Rrex features Photo by Tolga Akmen

Being a Tory, Amber Rudd wouldn’t normally receive my praise. So I wasn’t surprised when that praise didn’t last long. She was even reported to the police by a Professor, who being a professor you would think he would know what he was doing, but obviously not and then the police did their important job that Rudd as Home Secretary would surely appreciate. They recorded the incident but did nothing else.

Think back to the Conservative Party conference in October. Rudd made a speech about cracking down on foreign workers and said they shouldn’t be able to “take jobs that British people should do”.  Controversial? Yes? True? To an extent.

Of course, I’m all for immigration and the benefits it gives us but when I hear about firms advertising jobs abroad before advertising in this country, I grit my teeth and let out a sigh. For once I found myself agreeing to a Tory speech but without the Parliamentary ‘Here, here’.

This agreement only lasted until after the speech when an aide announced plans of forcing companies to make lists of foreign-born employees. Abolishing advertising abroad for jobs first would be good but compiling a list of immigrants working at companies would be sinister and stupid.

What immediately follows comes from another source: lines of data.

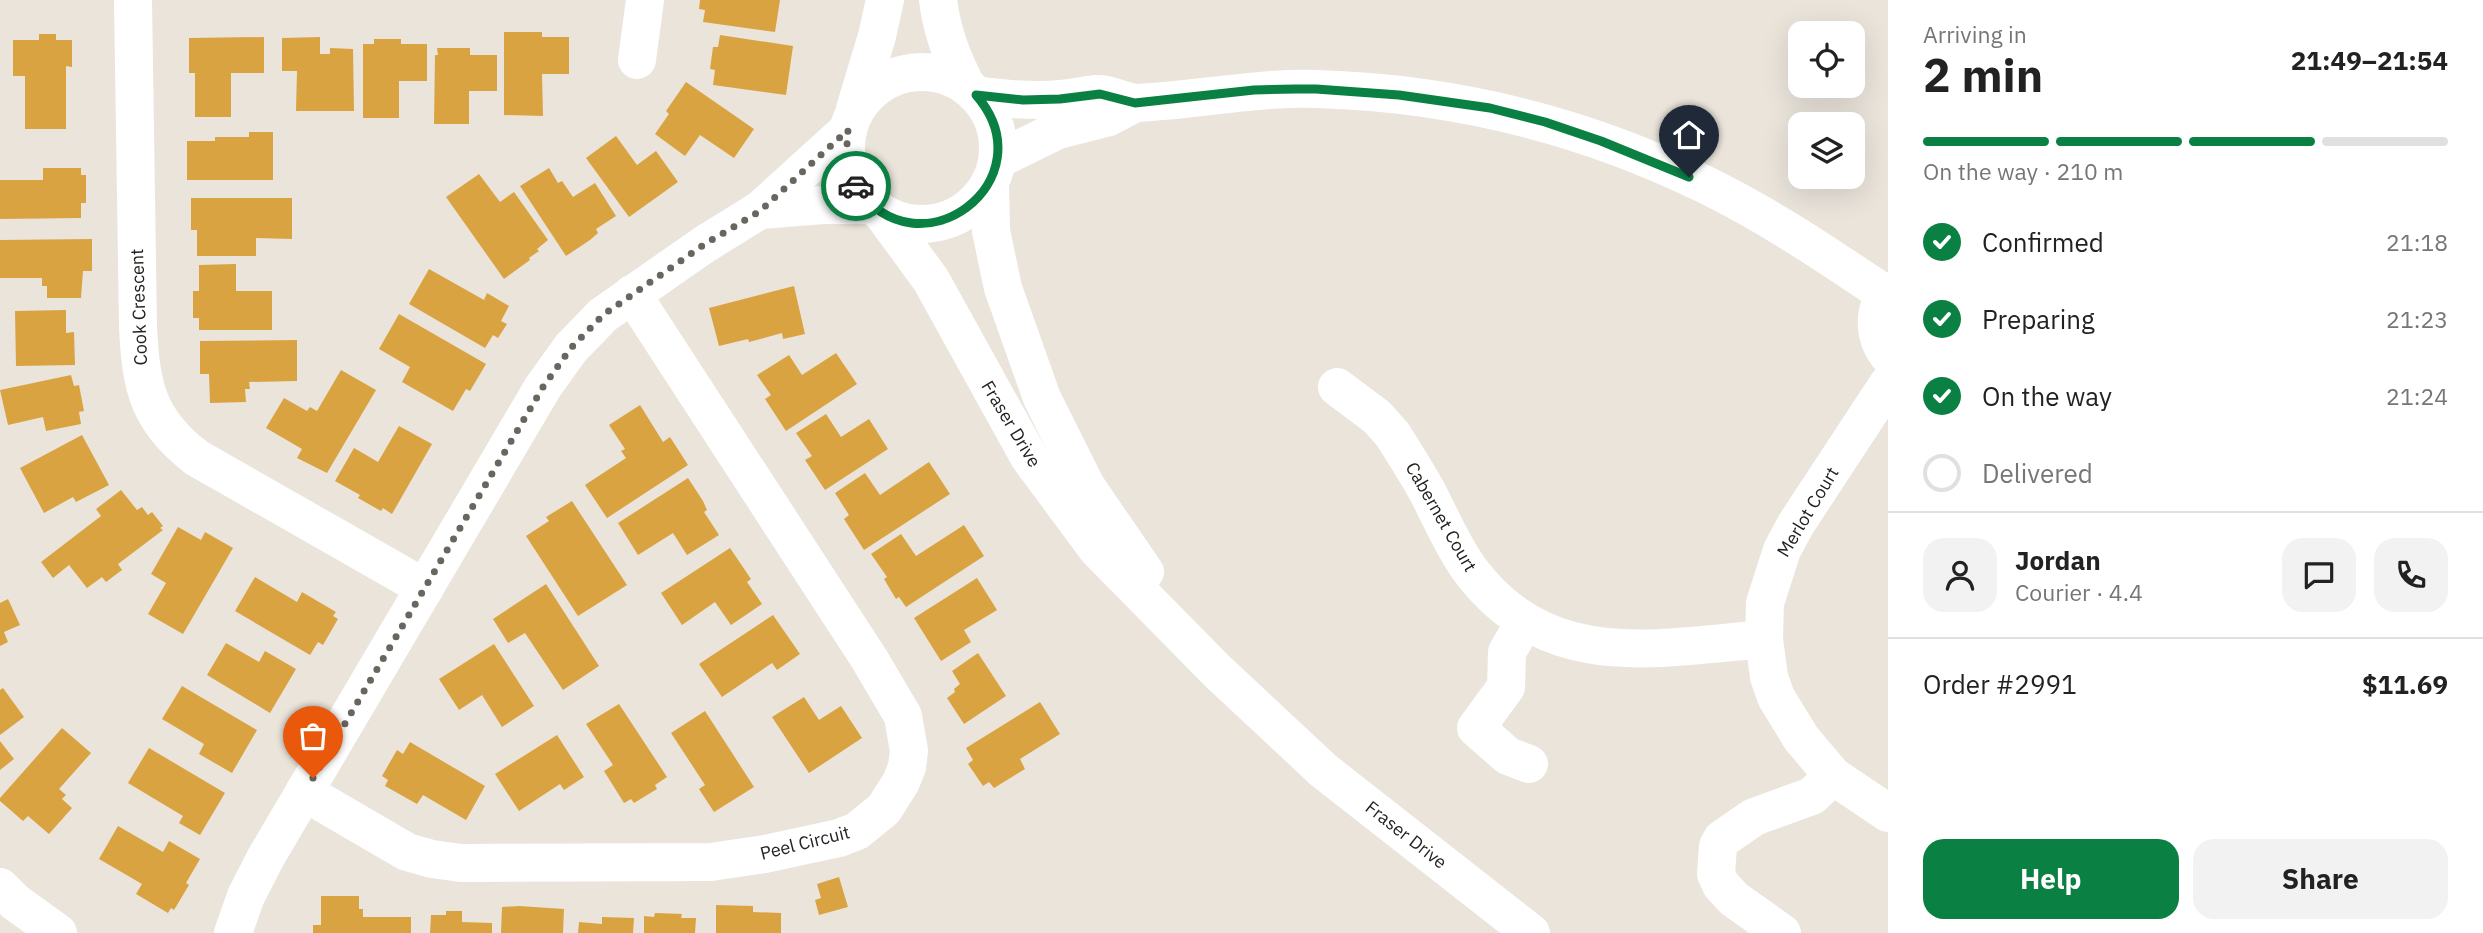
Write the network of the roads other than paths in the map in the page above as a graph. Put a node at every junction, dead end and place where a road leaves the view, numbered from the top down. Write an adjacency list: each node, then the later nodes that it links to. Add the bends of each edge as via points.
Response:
1 (133, 0): 17 (street, Cook Crescent, via 138,327 148,401 169,433 197,458)
2 (645, 0): 5 (street)
3 (885, 0): 8 (street)
4 (938, 0): 6 (street, via 946,42)
5 (636, 60)
6 (972, 91): 7 (street, via 1023,100 1100,94); 8 (street, via 932,72 903,74 874,89); 9 (street, via 995,127)
7 (1135, 103): 9 (street, via 1109,117 1058,131); 12 (street, via 1254,90 1316,89 1440,100 1531,118 1601,141 1706,185)
8 (850, 122): 10 (street, via 846,159 850,172); 11 (street)
9 (993, 171): 10 (street, via 968,208 946,220 907,222); 18 (street, Fraser Drive, via 991,231 1003,288 1042,398 1086,486 1144,571)
10 (877, 209): 11 (street, via 843,204); 18 (street, Fraser Drive, via 931,281 1028,457 1097,549)
11 (760, 211): 13 (street)
12 (1887, 292): 14 (street, via 1877,323)
13 (632, 294): 17 (street, via 571,348 543,387); 23 (street, Peel Circuit, via 903,716 909,751 894,796 857,831 765,854 711,862 461,863 407,852)
14 (1888, 355)
15 (1888, 384): 20 (street, Merlot Court, via 1782,550 1765,603)
16 (1337, 387): 19 (street, Cabernet Court, via 1386,427 1469,568 1490,595)
17 (425, 588): 23 (street)
18 (1164, 615): 28 (street, Fraser Drive, via 1323,770)
19 (1525, 621): 20 (street, Cabernet Court, via 1559,638 1602,648); 21 (street, via 1507,652 1506,687 1476,728 1508,756)
20 (1764, 639): 22 (street, Merlot Court, via 1776,697 1801,738)
21 (1529, 764)
22 (1833, 776): 24 (street, Merlot Court); 29 (street, via 1812,796 1754,817 1718,846 1716,874 1721,885)
23 (304, 792): 27 (street, via 246,896)
24 (1888, 813)
25 (0, 887): 26 (street)
26 (58, 933)
27 (233, 933)
28 (1531, 933)
29 (1782, 933)

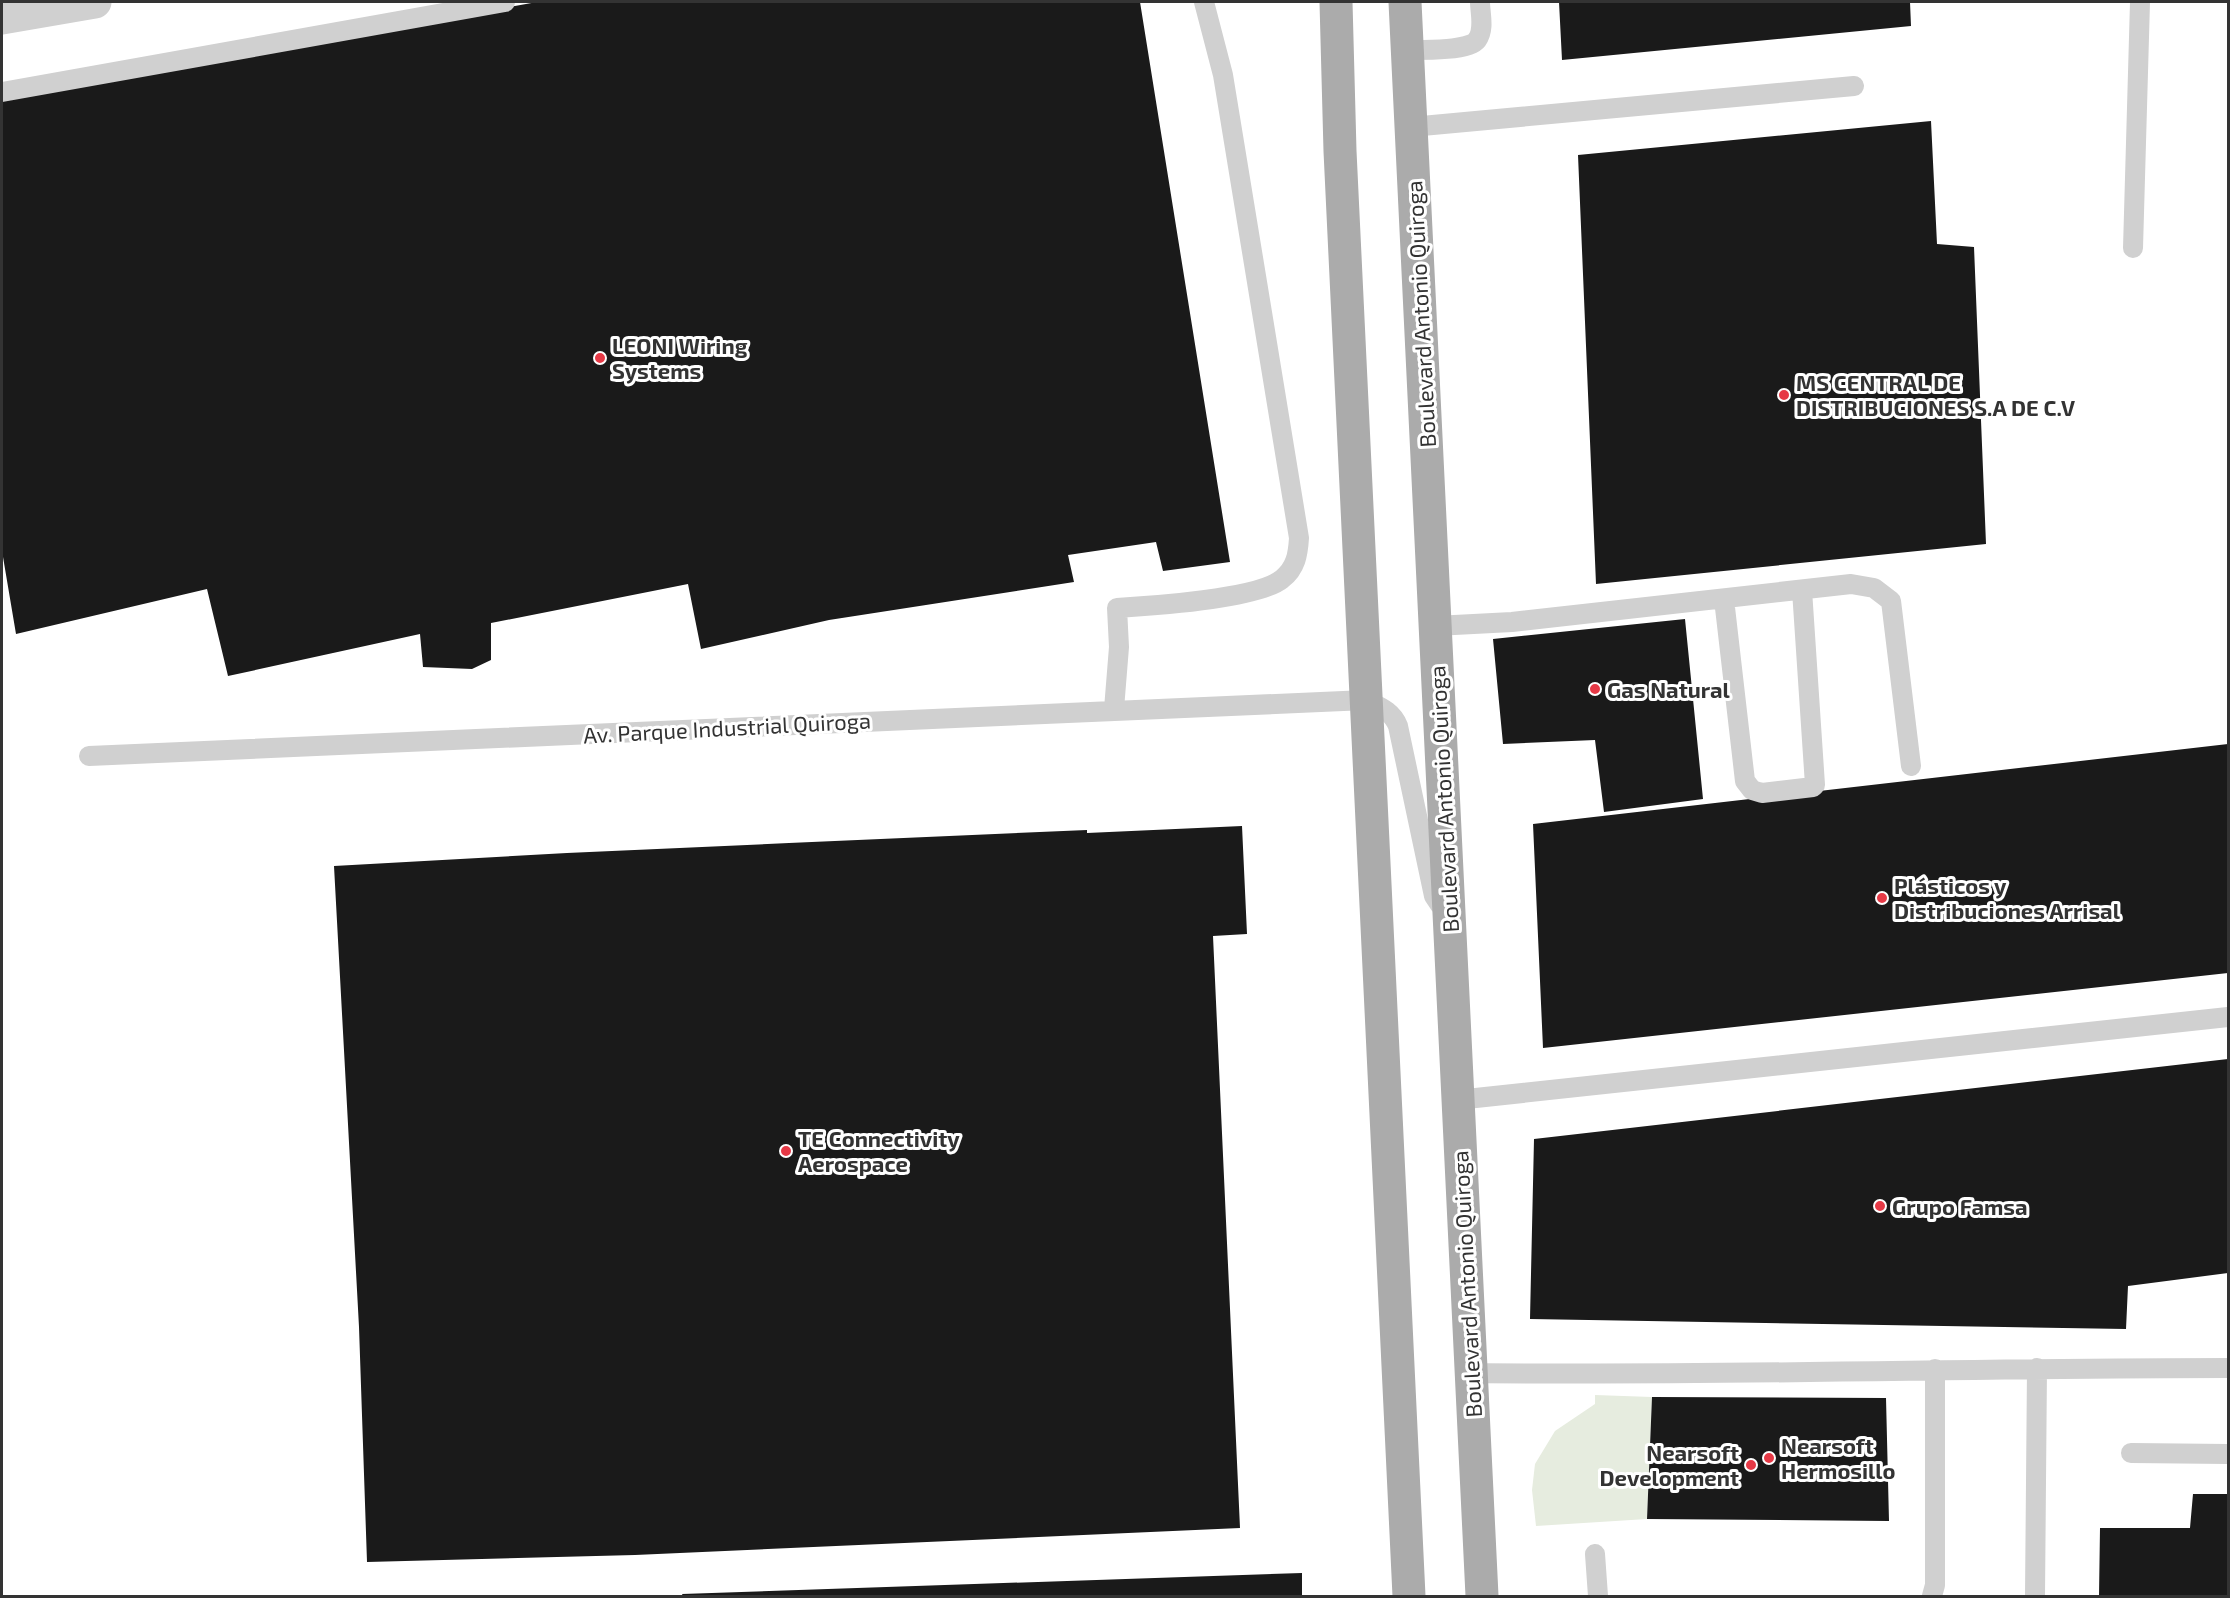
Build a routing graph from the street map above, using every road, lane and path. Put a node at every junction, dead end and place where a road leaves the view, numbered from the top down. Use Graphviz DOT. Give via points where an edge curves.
graph roads {
  1 [pos="95,2"];
  2 [pos="505,2"];
  3 [pos="1204,2"];
  4 [pos="1336,2"];
  5 [pos="1405,2"];
  6 [pos="1480,2"];
  7 [pos="2140,2"];
  8 [pos="60,5"];
  9 [pos="2,18"];
  10 [pos="1407,50"];
  11 [pos="1854,86"];
  12 [pos="2,92"];
  13 [pos="1411,127"];
  14 [pos="2133,248"];
  15 [pos="1802,590"];
  16 [pos="1724,599"];
  17 [pos="1435,626"];
  18 [pos="1366,700"];
  19 [pos="1114,710"];
  20 [pos="89,756"];
  21 [pos="1911,766"];
  22 [pos="1449,916"];
  23 [pos="2229,1017"];
  24 [pos="1458,1100"];
  25 [pos="2037,1368"];
  26 [pos="2229,1368"];
  27 [pos="1935,1369"];
  28 [pos="1471,1373"];
  29 [pos="2131,1453"];
  30 [pos="2229,1454"];
  31 [pos="1595,1554"];
  32 [pos="1409,1596"];
  33 [pos="1482,1596"];
  34 [pos="1598,1596"];
  35 [pos="1932,1596"];
  36 [pos="2035,1596"];
  1 -- 8 [label="street"];
  2 -- 12 [label="lane"];
  3 -- 19 [label="lane" via="1227,98 1299,538 1297,561 1282,579 1263,590 1169,605 1117,608 1119,647"];
  4 -- 18 [label="main road"];
  5 -- 10 [label="main road, Boulevard Antonio Quiroga"];
  6 -- 10 [label="lane" via="1482,29 1472,44"];
  7 -- 14 [label="lane"];
  8 -- 9 [label="street"];
  10 -- 13 [label="main road, Boulevard Antonio Quiroga"];
  11 -- 13 [label="lane"];
  13 -- 17 [label="main road, Boulevard Antonio Quiroga"];
  15 -- 16 [label="lane"];
  15 -- 16 [label="lane" via="1815,784 1793,790 1762,793 1752,790 1745,781"];
  15 -- 21 [label="lane" via="1851,584 1874,588 1891,601"];
  16 -- 17 [label="lane" via="1512,622"];
  17 -- 22 [label="main road, Boulevard Antonio Quiroga"];
  18 -- 19 [label="lane, Av. Parque Industrial Quiroga"];
  18 -- 22 [label="lane" via="1388,711 1398,726 1434,896"];
  18 -- 32 [label="main road"];
  19 -- 20 [label="lane, Av. Parque Industrial Quiroga"];
  22 -- 24 [label="main road, Boulevard Antonio Quiroga"];
  23 -- 24 [label="lane"];
  24 -- 28 [label="main road, Boulevard Antonio Quiroga"];
  25 -- 26 [label="lane"];
  25 -- 27 [label="lane"];
  25 -- 36 [label="lane"];
  27 -- 28 [label="lane" via="1613,1375"];
  27 -- 35 [label="lane"];
  28 -- 33 [label="main road, Boulevard Antonio Quiroga"];
  29 -- 30 [label="lane"];
  31 -- 34 [label="lane"];
}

This is literally an idea out of Adolf Hitler’s Mein Kampf: “It’s very important that firms declare how much of their workforce is foreign because they’re just domiciled in this state simply as earners of their livelihood there.”

The divisive policy was rightfully challenged by opposition parties with the Lib Dems leader, Tim Farron, labeling the plan a “nasty little policy that deserves to be thrown out on the rubbish heap”.A week later, the Government did just that, abandoning the plans with a U-turn that Rudd may have thought was needed because of too many foreign drivers. And Nigel Farage thought he had no friends in Westminster.

Then, Oxford University Physics Professor Joshua Silver went as far as to report the speech to West Midlands Police, admitting to only reading the speech and its feedback. But it’s pretty obviously not a hate crime- a crime committed which the victim thinks was carried out because of prejudice. This was preposterous. Someone not qualified in law reported it without watching it. A seemingly logical statement by Rudd being reported as a hate crime by someone it wouldn’t even affect.

Do you think Rudd’s speech should have been reported to the police? Rex features Photo by Geoff Robinson

Rudd may be kicking herself when remembering that in 2014 she endorsed National police reporting rules introduced that year that require all complaints of hate crime incidents to be recorded “regardless of whether or not those making the complaint are the victim and irrespective of whether or not there is any evidence to identify the hate crime incident”.

The police then concluded they wouldn’t be investigating Rudd’s speech as a hate crime but recorded it as a “non-crime hate incident“.  The irony is written all over it since in July 2016, Rudd announced The Hate Crime Action Plan, encouraging victims of hate crime to come forward.

But seriously, if it’s not a crime, what’s the point in recording it?

The whole event of nonsensical plans being drawn up, backtracked, reported but only recorded is a waste of time.

Time where helpful, genuine polices could’ve been drawn up like sorting out the mess the Tory’s have put the NHS in, but that’s another story.

Time where police could’ve been investigating real crimes and catching real criminals and protecting the country, which you’d think Rudd would agree with being Home Secretary.